Stored items from a collection
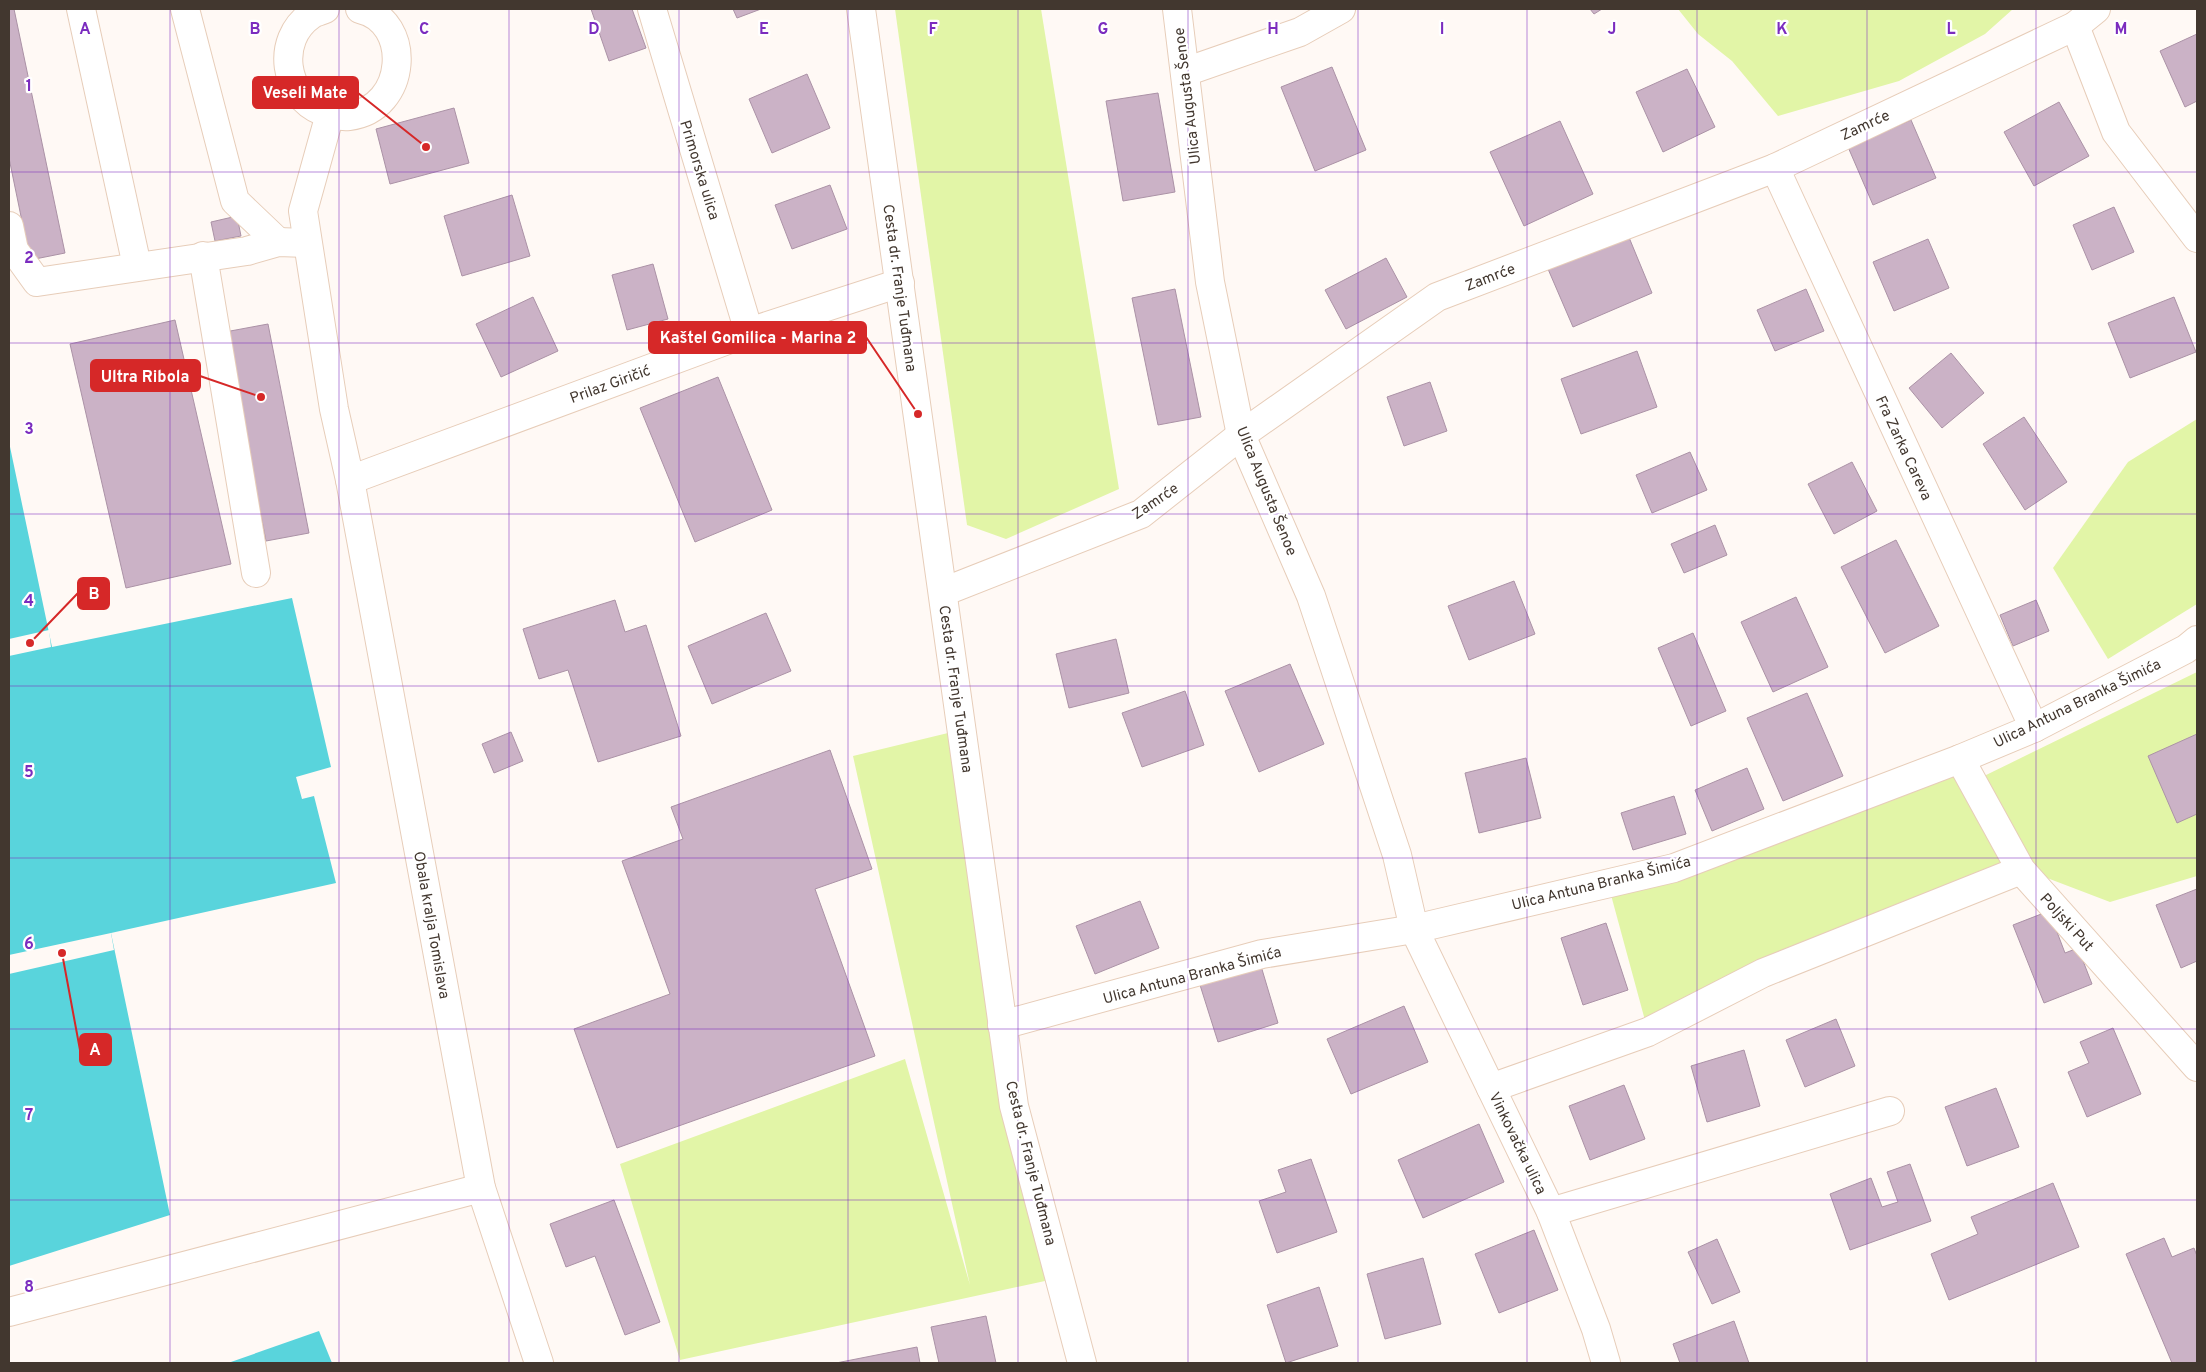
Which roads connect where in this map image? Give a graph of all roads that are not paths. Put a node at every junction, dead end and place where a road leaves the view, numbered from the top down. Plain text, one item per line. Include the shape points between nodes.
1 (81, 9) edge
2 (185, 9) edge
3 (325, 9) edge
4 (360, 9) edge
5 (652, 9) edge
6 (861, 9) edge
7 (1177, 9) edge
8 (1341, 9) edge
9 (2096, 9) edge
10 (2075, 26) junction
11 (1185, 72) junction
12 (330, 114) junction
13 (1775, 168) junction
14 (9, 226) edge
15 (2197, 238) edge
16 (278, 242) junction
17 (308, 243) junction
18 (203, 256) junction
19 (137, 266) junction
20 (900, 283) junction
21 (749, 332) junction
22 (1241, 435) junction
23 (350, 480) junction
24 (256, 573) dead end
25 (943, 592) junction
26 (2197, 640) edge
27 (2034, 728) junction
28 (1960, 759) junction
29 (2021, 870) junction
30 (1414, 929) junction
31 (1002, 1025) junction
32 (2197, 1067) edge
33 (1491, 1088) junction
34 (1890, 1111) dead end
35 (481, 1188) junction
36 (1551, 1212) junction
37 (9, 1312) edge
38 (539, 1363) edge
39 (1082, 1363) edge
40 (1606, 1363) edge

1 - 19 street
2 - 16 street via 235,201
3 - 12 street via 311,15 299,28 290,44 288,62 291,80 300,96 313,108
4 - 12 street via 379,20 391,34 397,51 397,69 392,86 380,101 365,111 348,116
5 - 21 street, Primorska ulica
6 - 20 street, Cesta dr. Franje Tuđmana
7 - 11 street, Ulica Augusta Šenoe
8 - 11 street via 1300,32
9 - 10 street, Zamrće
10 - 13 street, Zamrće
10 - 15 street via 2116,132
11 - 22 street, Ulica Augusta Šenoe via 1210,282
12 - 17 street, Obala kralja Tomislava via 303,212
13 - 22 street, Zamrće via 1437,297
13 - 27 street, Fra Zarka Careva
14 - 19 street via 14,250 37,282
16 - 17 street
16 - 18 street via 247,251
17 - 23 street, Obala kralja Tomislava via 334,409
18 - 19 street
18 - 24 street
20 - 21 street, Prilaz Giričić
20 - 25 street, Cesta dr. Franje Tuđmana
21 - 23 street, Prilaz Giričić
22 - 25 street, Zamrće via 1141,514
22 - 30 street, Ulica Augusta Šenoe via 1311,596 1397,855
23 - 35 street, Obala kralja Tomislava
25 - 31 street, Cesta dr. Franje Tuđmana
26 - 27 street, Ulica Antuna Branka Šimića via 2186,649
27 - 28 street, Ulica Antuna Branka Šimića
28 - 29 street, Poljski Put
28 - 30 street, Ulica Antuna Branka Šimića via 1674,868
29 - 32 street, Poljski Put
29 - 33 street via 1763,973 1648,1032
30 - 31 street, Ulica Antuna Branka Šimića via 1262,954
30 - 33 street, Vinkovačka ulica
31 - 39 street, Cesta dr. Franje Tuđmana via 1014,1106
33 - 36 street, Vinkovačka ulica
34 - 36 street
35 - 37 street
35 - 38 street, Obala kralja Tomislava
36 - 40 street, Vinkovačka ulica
--
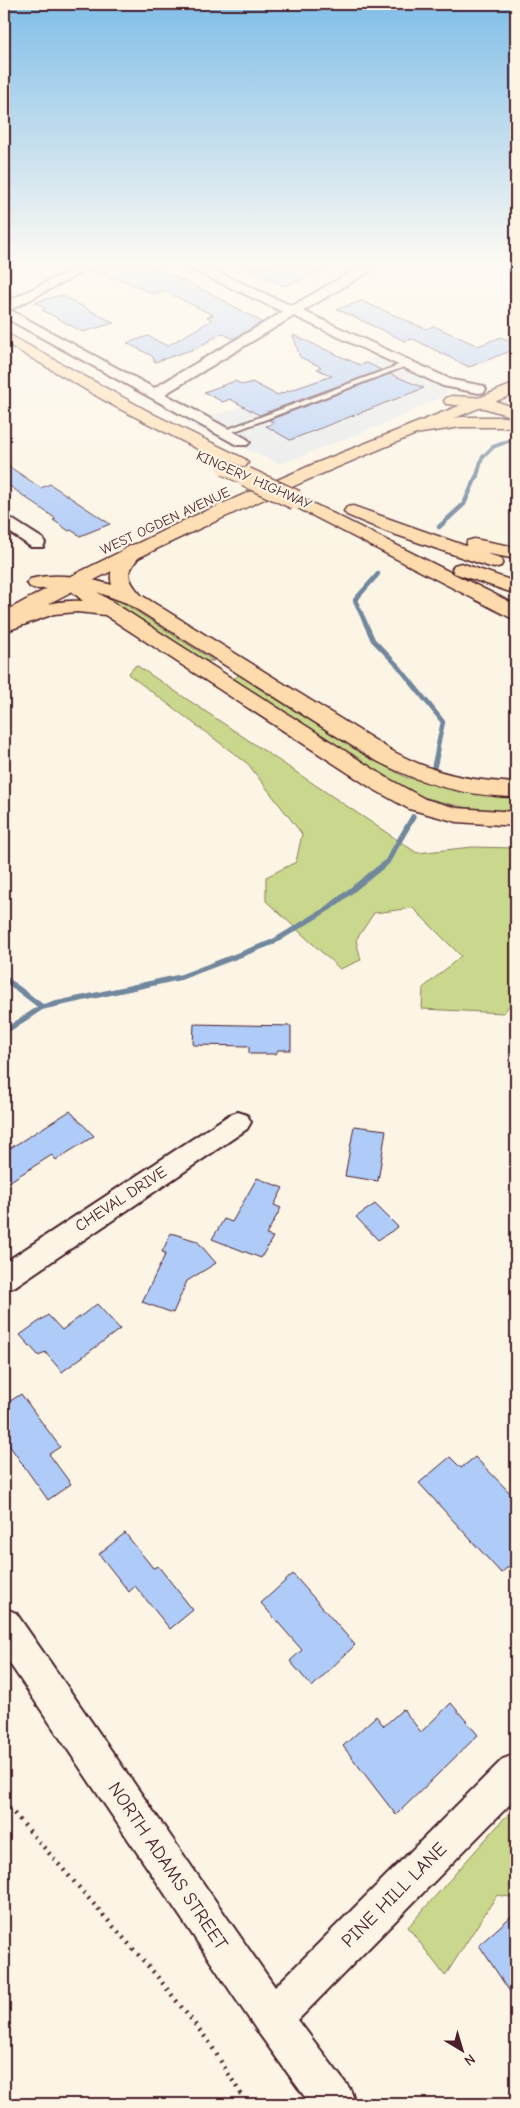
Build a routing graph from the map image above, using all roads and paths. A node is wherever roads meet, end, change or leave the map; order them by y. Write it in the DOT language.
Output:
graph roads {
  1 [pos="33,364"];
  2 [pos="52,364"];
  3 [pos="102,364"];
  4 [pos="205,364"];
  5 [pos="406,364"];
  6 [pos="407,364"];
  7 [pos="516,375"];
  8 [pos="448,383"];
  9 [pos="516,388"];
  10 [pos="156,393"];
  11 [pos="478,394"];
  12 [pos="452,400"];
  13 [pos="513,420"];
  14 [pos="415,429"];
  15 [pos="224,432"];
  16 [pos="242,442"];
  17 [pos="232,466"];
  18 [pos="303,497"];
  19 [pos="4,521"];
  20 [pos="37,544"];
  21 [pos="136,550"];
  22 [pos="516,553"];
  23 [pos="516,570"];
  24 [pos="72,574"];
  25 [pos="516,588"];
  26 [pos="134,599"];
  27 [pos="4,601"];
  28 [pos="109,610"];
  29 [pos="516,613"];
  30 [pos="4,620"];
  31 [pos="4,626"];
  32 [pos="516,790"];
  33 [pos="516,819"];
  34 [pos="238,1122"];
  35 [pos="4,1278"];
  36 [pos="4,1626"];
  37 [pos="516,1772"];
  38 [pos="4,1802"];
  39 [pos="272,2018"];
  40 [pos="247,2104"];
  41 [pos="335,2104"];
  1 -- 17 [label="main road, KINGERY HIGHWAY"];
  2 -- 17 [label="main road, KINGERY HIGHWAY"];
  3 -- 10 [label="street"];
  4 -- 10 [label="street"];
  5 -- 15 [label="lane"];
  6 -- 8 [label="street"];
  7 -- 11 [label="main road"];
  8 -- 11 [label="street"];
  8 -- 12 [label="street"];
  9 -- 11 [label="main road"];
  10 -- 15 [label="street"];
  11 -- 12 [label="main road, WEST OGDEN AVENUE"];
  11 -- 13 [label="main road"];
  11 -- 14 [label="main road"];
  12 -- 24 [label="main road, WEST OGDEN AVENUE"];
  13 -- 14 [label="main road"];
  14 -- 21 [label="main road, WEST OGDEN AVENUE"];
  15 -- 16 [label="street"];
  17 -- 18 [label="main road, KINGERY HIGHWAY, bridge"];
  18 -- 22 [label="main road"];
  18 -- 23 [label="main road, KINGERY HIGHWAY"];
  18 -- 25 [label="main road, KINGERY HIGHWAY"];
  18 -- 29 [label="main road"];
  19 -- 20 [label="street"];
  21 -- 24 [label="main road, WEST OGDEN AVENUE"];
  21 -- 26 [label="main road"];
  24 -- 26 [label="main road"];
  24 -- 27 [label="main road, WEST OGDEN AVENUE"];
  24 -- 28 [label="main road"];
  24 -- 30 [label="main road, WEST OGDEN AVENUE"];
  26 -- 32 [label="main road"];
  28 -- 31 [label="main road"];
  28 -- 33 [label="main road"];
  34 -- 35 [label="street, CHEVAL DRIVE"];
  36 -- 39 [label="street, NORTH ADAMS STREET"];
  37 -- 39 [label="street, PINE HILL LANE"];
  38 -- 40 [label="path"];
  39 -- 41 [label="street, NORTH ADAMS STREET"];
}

» What the exercise asks
Please filter the entries for the word "Antuna" and copy the lines that have it.

» Response area
26 - 27 street, Ulica Antuna Branka Šimića via 2186,649
27 - 28 street, Ulica Antuna Branka Šimića
28 - 30 street, Ulica Antuna Branka Šimića via 1674,868
30 - 31 street, Ulica Antuna Branka Šimića via 1262,954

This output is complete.